Saved data entries
/---

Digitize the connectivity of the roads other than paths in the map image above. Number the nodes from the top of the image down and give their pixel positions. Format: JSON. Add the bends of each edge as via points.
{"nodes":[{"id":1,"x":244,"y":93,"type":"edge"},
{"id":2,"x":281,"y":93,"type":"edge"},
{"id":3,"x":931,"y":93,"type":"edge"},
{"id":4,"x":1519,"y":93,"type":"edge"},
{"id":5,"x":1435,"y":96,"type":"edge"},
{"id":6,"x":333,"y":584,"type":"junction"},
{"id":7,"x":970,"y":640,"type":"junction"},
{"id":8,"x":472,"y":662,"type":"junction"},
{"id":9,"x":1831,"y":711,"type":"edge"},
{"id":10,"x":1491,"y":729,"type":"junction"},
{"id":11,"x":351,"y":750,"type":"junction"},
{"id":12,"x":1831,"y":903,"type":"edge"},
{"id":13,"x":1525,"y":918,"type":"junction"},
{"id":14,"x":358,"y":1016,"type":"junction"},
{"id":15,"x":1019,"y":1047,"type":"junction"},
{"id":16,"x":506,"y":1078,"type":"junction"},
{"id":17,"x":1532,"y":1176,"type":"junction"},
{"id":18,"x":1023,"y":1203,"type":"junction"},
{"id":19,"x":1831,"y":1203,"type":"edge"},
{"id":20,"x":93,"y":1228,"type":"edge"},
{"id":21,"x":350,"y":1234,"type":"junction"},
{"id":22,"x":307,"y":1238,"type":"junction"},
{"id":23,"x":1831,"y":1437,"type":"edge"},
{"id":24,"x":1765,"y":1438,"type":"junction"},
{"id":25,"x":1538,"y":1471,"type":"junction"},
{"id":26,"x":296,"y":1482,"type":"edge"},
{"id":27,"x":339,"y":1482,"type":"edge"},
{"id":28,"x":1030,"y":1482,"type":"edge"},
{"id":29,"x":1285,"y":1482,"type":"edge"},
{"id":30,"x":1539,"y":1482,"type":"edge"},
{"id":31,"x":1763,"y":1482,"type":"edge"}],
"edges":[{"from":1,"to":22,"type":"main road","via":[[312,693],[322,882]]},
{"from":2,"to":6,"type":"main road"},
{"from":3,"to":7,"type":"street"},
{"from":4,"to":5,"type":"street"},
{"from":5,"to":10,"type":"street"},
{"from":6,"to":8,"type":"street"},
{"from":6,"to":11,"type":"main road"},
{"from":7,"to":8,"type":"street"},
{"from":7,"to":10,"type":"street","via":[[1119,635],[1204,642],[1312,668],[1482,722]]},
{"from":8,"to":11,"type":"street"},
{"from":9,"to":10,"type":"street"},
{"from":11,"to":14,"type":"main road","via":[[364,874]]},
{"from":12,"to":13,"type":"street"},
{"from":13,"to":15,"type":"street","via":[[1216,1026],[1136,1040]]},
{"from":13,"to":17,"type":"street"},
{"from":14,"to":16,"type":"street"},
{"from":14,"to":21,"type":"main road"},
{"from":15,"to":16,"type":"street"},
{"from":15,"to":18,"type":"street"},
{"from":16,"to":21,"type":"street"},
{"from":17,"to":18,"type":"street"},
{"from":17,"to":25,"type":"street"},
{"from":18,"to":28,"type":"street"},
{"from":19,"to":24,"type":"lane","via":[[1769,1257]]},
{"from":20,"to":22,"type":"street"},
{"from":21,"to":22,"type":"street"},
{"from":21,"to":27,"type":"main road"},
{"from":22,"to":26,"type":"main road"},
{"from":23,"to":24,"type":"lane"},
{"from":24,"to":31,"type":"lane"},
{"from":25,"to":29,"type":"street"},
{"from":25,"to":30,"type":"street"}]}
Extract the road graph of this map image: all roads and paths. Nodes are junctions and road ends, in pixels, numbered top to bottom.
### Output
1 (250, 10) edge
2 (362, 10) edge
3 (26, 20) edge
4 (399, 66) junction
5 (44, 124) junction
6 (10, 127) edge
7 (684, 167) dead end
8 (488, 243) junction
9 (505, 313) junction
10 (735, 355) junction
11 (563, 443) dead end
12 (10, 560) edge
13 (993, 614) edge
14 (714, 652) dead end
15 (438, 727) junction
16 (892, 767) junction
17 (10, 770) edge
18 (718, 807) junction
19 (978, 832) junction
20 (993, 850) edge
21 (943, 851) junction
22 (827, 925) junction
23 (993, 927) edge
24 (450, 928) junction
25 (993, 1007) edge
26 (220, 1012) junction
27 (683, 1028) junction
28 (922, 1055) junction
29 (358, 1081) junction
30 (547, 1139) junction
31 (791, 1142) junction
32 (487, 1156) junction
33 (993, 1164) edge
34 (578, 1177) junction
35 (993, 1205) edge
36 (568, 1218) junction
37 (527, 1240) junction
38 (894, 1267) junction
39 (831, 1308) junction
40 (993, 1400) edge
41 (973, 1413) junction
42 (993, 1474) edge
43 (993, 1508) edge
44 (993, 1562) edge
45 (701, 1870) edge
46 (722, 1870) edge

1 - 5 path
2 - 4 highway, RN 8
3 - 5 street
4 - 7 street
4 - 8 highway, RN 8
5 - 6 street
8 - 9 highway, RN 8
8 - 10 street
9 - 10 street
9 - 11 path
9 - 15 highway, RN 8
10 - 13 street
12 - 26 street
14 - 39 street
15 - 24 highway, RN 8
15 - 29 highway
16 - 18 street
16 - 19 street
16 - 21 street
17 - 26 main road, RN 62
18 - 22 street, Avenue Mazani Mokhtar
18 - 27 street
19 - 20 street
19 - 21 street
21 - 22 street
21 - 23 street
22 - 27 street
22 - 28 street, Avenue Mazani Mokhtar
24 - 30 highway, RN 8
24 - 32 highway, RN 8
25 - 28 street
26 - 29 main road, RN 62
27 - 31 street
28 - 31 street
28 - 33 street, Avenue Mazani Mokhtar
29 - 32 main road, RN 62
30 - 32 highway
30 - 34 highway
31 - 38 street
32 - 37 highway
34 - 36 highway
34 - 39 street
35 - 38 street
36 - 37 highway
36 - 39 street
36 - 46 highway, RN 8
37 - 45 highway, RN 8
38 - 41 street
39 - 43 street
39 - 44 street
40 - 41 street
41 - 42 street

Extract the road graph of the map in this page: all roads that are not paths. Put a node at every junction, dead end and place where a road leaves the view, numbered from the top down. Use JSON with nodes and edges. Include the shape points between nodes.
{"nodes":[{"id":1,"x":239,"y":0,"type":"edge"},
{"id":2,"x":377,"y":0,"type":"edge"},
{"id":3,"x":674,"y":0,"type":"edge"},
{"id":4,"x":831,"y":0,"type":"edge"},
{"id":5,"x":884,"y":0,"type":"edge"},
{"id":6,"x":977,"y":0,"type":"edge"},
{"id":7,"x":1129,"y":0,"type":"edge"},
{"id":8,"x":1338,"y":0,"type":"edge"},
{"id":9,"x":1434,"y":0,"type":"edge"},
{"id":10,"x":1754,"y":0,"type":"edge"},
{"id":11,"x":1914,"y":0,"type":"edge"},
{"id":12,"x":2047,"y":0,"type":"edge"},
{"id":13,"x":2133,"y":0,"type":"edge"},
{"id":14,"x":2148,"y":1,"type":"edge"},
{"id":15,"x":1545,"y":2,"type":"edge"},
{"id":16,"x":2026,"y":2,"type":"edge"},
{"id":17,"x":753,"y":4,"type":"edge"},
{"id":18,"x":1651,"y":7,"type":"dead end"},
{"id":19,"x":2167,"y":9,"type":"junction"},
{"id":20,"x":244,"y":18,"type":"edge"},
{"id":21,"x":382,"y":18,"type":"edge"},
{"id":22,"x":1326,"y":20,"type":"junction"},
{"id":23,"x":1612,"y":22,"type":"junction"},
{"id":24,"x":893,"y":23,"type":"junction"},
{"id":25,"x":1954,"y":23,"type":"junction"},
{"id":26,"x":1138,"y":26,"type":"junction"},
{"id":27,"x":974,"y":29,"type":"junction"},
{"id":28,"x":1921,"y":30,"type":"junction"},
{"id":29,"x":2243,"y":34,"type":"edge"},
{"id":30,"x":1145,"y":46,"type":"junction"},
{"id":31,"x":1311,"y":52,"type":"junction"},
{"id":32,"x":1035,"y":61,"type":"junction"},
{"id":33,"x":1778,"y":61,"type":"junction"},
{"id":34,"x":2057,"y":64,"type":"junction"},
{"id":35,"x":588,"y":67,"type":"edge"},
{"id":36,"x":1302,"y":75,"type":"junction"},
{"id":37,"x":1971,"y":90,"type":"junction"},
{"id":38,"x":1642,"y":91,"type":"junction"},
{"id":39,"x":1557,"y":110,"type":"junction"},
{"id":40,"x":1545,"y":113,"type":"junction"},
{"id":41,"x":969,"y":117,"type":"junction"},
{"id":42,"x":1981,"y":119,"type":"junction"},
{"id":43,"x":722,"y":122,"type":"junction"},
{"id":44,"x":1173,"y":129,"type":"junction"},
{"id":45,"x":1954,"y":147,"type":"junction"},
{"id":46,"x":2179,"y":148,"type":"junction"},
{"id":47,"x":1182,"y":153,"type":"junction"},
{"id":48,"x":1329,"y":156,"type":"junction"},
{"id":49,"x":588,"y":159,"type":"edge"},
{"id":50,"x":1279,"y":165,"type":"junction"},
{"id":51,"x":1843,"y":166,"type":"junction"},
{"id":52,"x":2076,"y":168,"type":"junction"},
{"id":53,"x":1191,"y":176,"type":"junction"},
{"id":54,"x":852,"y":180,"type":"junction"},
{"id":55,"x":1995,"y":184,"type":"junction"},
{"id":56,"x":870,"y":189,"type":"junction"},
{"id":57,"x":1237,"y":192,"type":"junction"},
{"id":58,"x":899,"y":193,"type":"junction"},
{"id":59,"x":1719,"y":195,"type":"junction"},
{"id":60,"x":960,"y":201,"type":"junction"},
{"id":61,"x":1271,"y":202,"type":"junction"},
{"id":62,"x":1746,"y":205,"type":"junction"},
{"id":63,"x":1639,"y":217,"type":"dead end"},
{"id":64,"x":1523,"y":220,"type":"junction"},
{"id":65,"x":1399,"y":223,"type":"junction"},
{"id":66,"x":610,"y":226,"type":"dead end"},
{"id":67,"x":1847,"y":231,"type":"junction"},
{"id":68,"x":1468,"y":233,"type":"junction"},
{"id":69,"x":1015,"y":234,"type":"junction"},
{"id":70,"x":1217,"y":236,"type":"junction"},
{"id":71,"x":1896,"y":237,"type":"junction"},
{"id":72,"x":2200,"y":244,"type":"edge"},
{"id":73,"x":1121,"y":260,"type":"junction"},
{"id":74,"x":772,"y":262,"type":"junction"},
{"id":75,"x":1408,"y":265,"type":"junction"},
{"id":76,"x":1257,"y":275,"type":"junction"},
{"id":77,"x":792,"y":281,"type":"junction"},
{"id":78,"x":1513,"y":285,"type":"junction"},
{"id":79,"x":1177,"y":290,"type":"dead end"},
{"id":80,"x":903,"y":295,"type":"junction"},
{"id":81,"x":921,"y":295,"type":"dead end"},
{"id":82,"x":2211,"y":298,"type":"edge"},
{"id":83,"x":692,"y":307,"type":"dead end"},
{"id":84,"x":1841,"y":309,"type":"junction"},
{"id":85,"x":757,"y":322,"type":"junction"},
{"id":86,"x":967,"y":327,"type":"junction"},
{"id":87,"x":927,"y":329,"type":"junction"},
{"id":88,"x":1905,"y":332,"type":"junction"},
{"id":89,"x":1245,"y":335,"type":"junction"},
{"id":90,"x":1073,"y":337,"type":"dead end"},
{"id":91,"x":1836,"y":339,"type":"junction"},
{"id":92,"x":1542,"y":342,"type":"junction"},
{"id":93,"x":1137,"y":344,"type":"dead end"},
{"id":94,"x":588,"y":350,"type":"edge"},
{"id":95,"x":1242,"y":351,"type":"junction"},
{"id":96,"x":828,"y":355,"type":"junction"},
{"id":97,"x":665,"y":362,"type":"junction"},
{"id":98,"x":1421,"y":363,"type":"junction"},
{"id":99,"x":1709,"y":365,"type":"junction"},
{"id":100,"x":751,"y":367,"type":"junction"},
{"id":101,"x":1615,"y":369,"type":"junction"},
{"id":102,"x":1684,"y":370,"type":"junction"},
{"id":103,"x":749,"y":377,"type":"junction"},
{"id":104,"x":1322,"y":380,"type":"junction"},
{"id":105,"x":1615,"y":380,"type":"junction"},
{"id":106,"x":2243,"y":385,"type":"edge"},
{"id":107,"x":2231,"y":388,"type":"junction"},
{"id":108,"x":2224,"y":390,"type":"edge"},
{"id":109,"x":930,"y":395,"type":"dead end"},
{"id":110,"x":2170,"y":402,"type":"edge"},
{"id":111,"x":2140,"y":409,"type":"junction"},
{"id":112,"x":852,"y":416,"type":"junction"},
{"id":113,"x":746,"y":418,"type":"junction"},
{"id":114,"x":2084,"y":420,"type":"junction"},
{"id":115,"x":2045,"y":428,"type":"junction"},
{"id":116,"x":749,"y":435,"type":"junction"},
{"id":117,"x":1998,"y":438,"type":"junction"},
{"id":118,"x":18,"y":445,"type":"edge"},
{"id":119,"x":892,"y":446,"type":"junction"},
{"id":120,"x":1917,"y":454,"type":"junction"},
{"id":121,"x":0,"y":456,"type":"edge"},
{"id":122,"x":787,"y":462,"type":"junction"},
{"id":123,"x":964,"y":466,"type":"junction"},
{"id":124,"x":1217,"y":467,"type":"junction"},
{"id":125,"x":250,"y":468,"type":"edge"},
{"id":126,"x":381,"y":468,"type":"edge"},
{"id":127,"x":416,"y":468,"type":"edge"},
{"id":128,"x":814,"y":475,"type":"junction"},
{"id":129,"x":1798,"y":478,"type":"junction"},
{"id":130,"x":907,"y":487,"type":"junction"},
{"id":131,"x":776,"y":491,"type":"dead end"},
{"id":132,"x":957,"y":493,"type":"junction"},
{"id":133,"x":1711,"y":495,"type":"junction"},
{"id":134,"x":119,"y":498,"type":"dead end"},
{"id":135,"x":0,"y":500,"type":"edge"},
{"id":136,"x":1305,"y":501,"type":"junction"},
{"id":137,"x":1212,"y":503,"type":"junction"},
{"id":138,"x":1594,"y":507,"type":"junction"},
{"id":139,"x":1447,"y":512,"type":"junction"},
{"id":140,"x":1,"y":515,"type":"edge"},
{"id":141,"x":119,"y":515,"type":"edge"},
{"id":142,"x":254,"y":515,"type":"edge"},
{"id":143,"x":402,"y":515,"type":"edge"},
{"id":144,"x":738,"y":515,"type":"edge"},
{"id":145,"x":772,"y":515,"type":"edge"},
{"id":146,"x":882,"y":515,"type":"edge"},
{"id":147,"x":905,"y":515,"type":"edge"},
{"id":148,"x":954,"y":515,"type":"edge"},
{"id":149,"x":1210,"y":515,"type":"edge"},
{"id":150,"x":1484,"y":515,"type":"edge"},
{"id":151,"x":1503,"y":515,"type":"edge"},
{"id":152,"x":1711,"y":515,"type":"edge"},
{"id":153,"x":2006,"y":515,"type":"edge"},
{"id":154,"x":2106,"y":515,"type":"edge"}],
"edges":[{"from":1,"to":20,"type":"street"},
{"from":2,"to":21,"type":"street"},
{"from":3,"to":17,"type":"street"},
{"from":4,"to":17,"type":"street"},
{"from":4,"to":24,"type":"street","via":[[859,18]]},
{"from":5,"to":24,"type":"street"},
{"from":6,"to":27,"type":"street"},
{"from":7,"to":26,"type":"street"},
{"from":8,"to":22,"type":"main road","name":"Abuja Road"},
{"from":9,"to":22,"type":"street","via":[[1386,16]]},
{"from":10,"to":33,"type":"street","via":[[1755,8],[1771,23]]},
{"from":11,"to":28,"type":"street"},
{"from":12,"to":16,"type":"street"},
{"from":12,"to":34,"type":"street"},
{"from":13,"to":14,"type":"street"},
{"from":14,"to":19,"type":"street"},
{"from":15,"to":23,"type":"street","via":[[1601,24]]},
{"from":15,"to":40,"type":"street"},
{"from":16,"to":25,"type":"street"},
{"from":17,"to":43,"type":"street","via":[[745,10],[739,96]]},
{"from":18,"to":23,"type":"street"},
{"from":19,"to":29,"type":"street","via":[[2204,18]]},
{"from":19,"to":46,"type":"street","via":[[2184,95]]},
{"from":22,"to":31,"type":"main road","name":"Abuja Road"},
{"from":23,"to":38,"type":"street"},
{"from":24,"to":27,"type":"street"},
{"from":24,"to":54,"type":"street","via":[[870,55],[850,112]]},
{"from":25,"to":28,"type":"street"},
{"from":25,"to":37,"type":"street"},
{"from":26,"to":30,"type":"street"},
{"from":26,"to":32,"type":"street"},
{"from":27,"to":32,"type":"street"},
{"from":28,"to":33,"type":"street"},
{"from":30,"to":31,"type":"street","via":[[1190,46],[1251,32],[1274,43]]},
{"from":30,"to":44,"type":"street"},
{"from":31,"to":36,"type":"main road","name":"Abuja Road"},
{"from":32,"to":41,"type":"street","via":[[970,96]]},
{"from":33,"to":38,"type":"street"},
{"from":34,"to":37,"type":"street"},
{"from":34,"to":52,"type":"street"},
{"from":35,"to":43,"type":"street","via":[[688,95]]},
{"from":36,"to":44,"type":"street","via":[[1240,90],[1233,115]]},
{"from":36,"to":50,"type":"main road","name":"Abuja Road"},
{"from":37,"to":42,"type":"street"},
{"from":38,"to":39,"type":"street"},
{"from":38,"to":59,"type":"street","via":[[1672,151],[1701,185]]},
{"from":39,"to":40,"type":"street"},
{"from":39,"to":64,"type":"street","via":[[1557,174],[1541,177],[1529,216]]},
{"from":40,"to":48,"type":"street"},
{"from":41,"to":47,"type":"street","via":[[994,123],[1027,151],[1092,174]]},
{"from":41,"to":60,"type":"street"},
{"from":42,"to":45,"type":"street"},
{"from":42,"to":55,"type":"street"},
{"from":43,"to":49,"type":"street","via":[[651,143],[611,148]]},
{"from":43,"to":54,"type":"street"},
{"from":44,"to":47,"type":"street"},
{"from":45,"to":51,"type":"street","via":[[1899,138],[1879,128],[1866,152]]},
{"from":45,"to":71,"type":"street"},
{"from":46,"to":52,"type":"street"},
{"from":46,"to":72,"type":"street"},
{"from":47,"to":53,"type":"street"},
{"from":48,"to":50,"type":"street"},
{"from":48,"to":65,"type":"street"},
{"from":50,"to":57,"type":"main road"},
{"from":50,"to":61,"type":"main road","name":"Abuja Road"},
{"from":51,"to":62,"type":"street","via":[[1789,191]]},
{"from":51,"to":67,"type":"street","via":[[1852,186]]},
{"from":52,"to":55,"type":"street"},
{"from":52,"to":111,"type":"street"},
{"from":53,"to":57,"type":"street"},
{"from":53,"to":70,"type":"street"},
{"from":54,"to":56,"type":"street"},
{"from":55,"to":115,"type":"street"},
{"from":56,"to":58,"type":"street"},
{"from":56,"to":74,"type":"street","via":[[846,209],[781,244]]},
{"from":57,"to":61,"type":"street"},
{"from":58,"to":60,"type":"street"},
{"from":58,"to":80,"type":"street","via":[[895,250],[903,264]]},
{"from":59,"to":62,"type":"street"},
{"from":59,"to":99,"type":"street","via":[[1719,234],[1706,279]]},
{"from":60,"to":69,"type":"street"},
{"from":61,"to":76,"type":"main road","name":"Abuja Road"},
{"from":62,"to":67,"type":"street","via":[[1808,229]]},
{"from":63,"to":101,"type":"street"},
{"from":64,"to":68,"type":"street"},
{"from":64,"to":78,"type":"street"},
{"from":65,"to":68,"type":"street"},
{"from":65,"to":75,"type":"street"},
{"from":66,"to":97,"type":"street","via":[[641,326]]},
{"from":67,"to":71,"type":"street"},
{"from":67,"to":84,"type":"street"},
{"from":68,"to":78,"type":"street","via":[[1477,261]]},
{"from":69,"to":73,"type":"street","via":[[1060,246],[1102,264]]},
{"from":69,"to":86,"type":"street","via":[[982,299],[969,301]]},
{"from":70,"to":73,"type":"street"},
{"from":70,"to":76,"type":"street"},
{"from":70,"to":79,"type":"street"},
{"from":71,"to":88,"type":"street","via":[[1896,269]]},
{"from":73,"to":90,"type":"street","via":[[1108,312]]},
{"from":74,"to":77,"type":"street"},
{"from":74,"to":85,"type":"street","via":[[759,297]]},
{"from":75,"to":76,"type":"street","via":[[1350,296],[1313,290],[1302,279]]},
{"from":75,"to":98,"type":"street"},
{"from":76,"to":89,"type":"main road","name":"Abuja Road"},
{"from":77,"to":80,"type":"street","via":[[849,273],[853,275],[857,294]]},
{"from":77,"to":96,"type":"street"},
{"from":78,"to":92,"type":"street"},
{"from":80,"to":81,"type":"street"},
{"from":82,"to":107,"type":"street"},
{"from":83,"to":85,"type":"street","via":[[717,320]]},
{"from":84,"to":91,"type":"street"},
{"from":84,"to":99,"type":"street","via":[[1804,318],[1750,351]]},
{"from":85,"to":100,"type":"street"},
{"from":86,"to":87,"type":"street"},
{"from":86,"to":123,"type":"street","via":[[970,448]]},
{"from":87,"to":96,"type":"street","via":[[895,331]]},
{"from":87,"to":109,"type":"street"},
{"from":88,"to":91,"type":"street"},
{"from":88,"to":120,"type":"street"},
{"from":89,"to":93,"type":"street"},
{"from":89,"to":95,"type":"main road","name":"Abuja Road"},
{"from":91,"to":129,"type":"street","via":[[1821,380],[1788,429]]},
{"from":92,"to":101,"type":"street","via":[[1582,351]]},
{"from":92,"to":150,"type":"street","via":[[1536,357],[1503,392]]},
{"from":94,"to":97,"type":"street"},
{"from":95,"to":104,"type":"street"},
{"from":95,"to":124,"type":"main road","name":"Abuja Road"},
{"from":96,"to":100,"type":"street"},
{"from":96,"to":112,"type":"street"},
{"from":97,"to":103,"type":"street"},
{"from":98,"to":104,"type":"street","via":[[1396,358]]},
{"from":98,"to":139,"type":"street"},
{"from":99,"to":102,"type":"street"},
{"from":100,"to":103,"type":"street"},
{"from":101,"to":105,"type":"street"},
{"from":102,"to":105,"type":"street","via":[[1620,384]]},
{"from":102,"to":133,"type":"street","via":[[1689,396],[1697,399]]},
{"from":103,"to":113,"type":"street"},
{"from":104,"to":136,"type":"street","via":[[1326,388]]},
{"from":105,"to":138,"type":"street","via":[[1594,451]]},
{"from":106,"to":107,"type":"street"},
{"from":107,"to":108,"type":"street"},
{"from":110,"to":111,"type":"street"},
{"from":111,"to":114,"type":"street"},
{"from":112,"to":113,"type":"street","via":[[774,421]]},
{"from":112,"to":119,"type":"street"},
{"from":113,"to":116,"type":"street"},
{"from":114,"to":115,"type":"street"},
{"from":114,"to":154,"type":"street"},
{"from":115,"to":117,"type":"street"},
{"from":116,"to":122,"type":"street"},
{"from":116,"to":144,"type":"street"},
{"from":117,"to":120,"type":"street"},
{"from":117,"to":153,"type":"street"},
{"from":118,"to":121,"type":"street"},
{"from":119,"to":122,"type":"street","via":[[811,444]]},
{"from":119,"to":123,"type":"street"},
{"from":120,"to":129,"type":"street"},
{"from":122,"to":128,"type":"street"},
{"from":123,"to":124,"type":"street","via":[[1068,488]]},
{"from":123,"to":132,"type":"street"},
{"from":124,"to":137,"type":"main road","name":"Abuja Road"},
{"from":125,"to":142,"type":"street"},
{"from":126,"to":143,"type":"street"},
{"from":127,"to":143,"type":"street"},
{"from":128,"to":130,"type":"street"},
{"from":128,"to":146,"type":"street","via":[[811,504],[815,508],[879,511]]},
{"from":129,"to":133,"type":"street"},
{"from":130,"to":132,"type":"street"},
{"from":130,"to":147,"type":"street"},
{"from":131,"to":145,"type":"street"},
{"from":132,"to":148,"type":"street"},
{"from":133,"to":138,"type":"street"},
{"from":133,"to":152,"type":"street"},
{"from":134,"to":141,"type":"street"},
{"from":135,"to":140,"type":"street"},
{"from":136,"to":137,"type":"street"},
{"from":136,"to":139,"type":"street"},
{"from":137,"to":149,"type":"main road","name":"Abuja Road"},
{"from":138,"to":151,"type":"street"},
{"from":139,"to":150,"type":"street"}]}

\---

Task instructions ::
Return each line from the records that includes the word "JSON".

Written solution ::
Digitize the connectivity of the roads other than paths in the map image above. Number the nodes from the top of the image down and give their pixel positions. Format: JSON. Add the bends of each edge as via points.
Extract the road graph of the map in this page: all roads that are not paths. Put a node at every junction, dead end and place where a road leaves the view, numbered from the top down. Use JSON with nodes and edges. Include the shape points between nodes.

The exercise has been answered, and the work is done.